Musa Kayitana, a pepper grower in Gatsibo District, said they were making less profits by exporting raw materials.
“When we export crops like maize grain and pepper, they in turn find their way back into country as imports with value added to them,” he said.
“It is a sad reality that we buy the goods we export cheaply as raw materials when they brought back as imports.
These commodities are usually expensive.
‘‘A farmer cheaply sells sugarcane and ends up buying sugar, at a very high price. So, whatever they earn will at the end be spent on purchasing already processed goods. This cycle has perpetually left us in poverty,” he said.
Jennifer Mukamusoni, the chairperson of a maize growers’ cooperative in Kirehe District, said farmers should be facilitated to set up a maize mill in every sector.
“Once we mill our maize locally, we are also assured of lots of by-products such as feeds for our poultry, and livestock. This will also make these products affordable for consumption,” she said.
Rose Dusabe, in charge of cooperative and investment in Kayonza District, reiterated their commitment to increasing Rwanda’s foreign exchange.
Dusabe however, complained that some farmers still resisted joining cooperatives.

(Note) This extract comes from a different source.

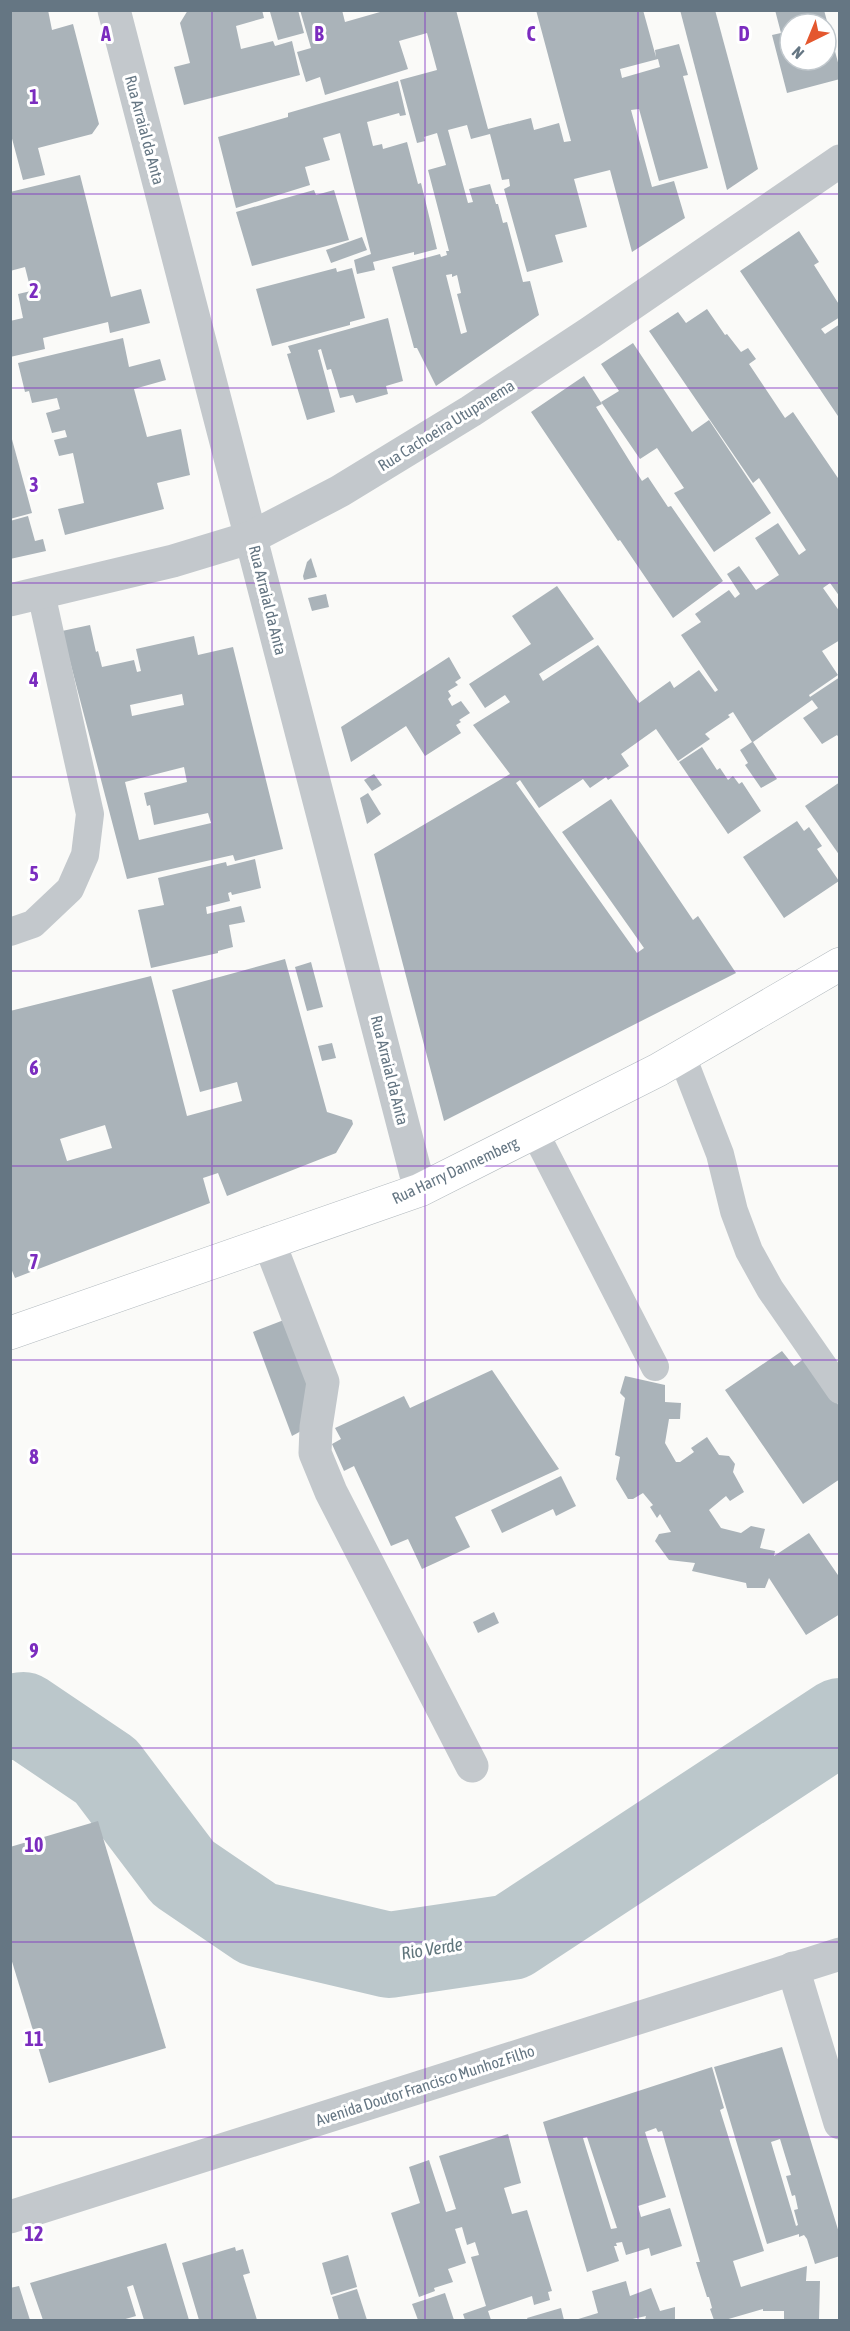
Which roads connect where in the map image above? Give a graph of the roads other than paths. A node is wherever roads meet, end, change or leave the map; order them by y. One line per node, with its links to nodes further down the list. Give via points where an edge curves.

“Organising small farmers into cooperatives has long been our common development intervention to increase their bargaining power vis-à-vis other actors in the value chain. They unfortunately shy away from joining cooperatives, through which they can access loans to buy processing machines, to sell semi-finished or finished products,” she said.
The chairperson of Private Sector Federation in the Province, Fabrice Habanabakize assured them of the commitment to support farmers.
He said a successful transition to this new level of exporting finished products requires the acquisition of particular managerial capacities, especially in the domain of collective entrepreneurship.
“The government’s desire to empower small farmers has not changed. Cooperatives must however, take on a more pro-active role in marketing, updating their organisational structure and engaging in value chain integration,” he said.
The province is known for its high production of cereals, bananas and milk.